I’m twenty-seven years old and have never had a “good night’s sleep.”
From childhood through early adulthood, I struggled to fall asleep at night and fought to stay awake during the day. At its most extreme, my body would demand twelve-hour sleep-wake cycles: refusing to wake up until 3 p.m. and finally caving in to sleep at 3 a.m. Whether it was blamed on technology, caffeine, or another culprit, family, friends, teachers, and medical providers were convinced that it was me choosing to be this way. Part of me believed it, too. TV shows and movies reinforced these stereotypes in my mind. Yet, part of me found flaws in their accusations. The spontaneous bursts of nocturnal energy started long before I ever took a sip of soda or owned a cell phone.
When I turned twenty-three, I started to notice a shift: I began to never feel completely awake. Other chronic illnesses had prevented me from fulfilling my longtime dream of volunteering overseas for the Peace Corps so I did the next best thing: work with international students at a university. My body can’t handle humid tropics or arid deserts but a rural college town would be smooth sailing (or so I thought).
On one of my first days, I attended an early morning meeting with staff from another department. We started off with introductions and I enthusiastically scribbled each person’s details in my notebook, eager to foster this new partnership. Then I felt it. Unbearable sleepiness crept down my body, weighing my head and eyelids down like tar. I wasn’t sure what was worse: “admitting defeat” by putting my head down into my arms on the table to sleep, or enduring the awkward ebb-and-flow of my head with eyes rolled back and mouth hanging open. I figured that at least in the second case, I was somewhat upright and “attentive” (though probably appearing more like a propped-up zombie than a well-meaning professional).

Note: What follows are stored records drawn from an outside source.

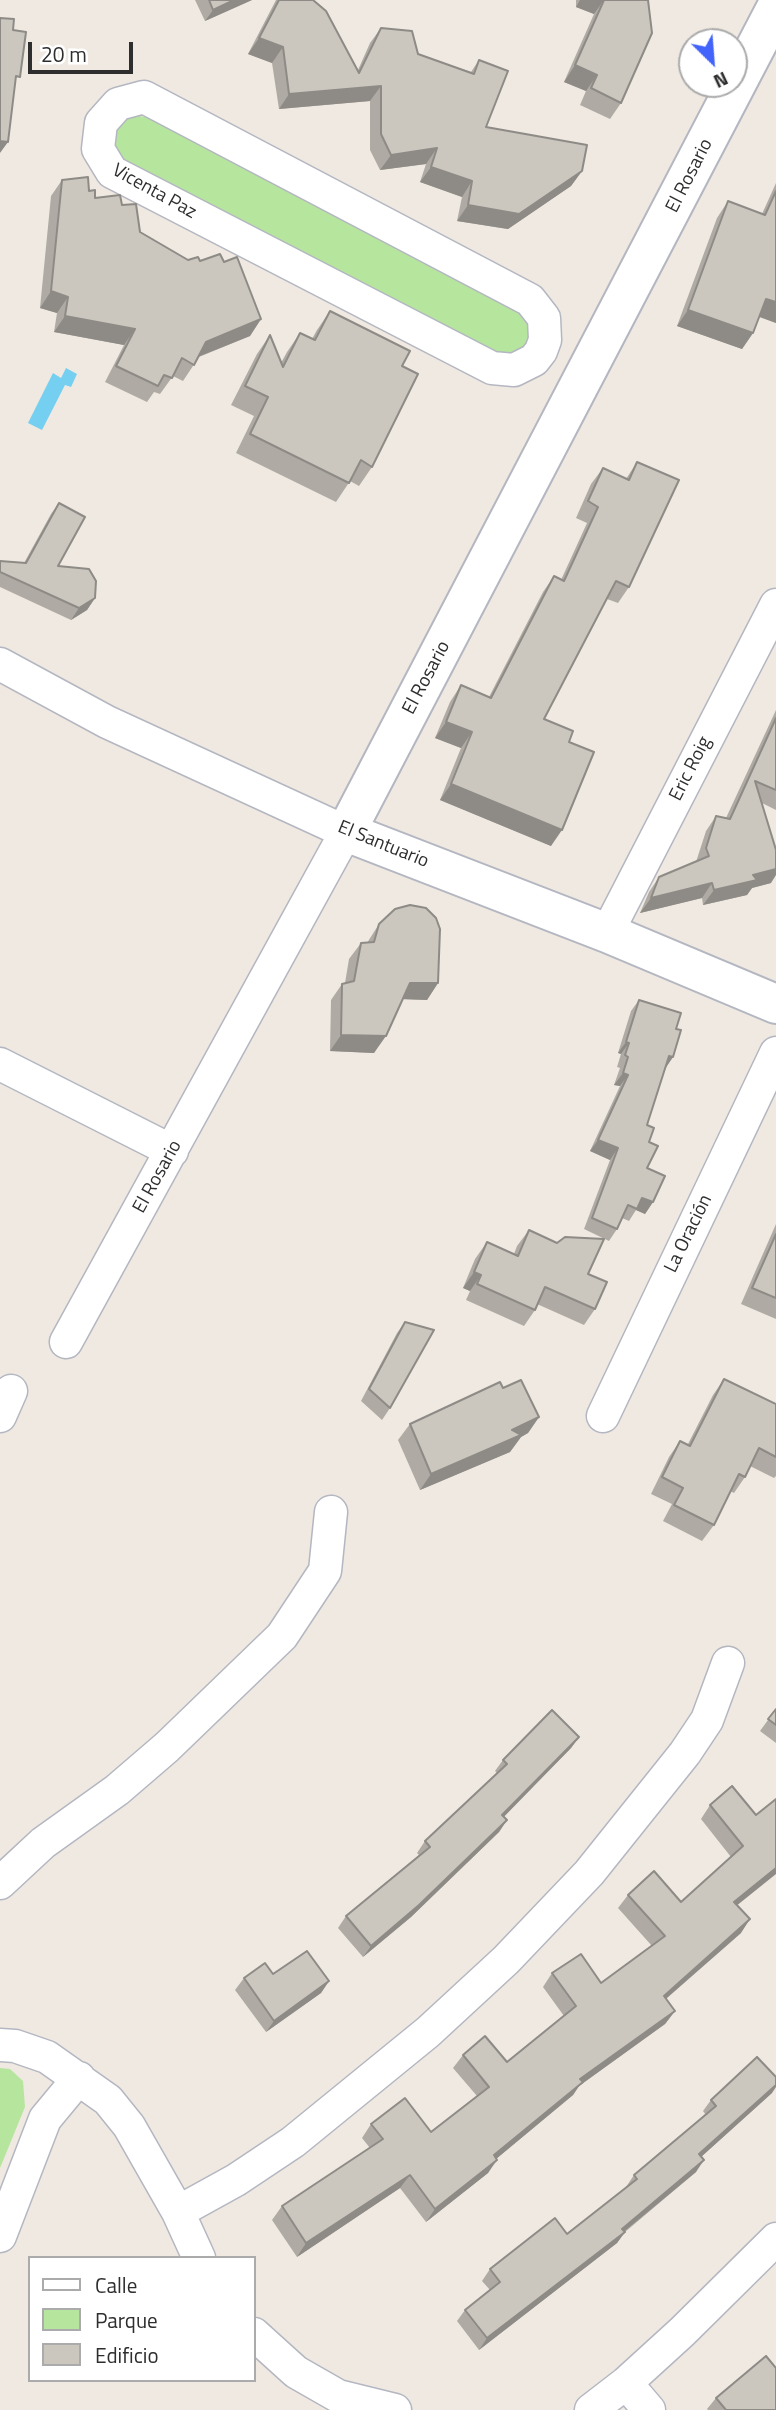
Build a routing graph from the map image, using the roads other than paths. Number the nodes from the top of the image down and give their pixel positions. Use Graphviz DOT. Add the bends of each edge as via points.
graph roads {
  1 [pos="776,8"];
  2 [pos="541,351"];
  3 [pos="587,374"];
  4 [pos="776,605"];
  5 [pos="0,664"];
  6 [pos="346,832"];
  7 [pos="607,933"];
  8 [pos="776,1004"];
  9 [pos="776,1053"];
  10 [pos="0,1065"];
  11 [pos="172,1151"];
  12 [pos="66,1342"];
  13 [pos="603,1416"];
  14 [pos="331,1512"];
  15 [pos="728,1663"];
  16 [pos="0,1883"];
  17 [pos="0,2045"];
  18 [pos="79,2078"];
  19 [pos="178,2212"];
  20 [pos="0,2236"];
  21 [pos="776,2239"];
  22 [pos="198,2256"];
  23 [pos="256,2336"];
  24 [pos="626,2383"];
  25 [pos="381,2408"];
  26 [pos="596,2409"];
  27 [pos="649,2410"];
  1 -- 3 [label="street, El Rosario"];
  2 -- 2 [label="street, Vicenta Paz" via="546,329 530,300 144,97 118,104 101,122 98,149 112,172 492,368 514,370"];
  2 -- 3 [label="street"];
  3 -- 6 [label="street, El Rosario"];
  4 -- 7 [label="street, Eric Roig"];
  5 -- 6 [label="street, El Santuario" via="107,722"];
  6 -- 7 [label="street, El Santuario"];
  6 -- 11 [label="street, El Rosario"];
  7 -- 8 [label="street, El Santuario"];
  9 -- 13 [label="street, La Oración"];
  10 -- 11 [label="street"];
  11 -- 12 [label="street, El Rosario"];
  14 -- 16 [label="street" via="325,1571 282,1636 167,1747 43,1843"];
  15 -- 19 [label="street" via="707,1720 666,1780 589,1873 506,1960 428,2032 293,2142"];
  17 -- 18 [label="street" via="47,2057"];
  18 -- 19 [label="street" via="108,2100 129,2126"];
  18 -- 20 [label="street" via="45,2119"];
  19 -- 22 [label="street"];
  21 -- 24 [label="street"];
  23 -- 25 [label="street" via="296,2372 327,2390"];
  24 -- 26 [label="street"];
  24 -- 27 [label="street"];
}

This was my wake-up call. I knew something was definitely wrong. It’s hard enough to be taken seriously in the workplace as a woman of color spawned in the 90s. I am fueled to surpass expectations by every click-baity gripe about millennials on my news feed, every microaggression I’ve swallowed behind a forced smile. Embarrassment, frustration, and desperation drove me to seek answers from various doctors and test quirky tips from online listicles. I had cut out caffeine due to the onset of an unrelated heart condition. I tried wearing orange-tinted glasses to block out wakefulness-promoting blue light from electronics (but mostly just made me feel like a rebel pilot from Star Wars). Nothing worked. I would be so tired that the times that I could manage to call or email in to my supervisor to request a sick day, my slurred speech and nonsensical text led them to jokingly say that I sounded drunk. Coincidentally, the onset of my chronic illnesses had led me to become intolerant of both caffeine and alcohol.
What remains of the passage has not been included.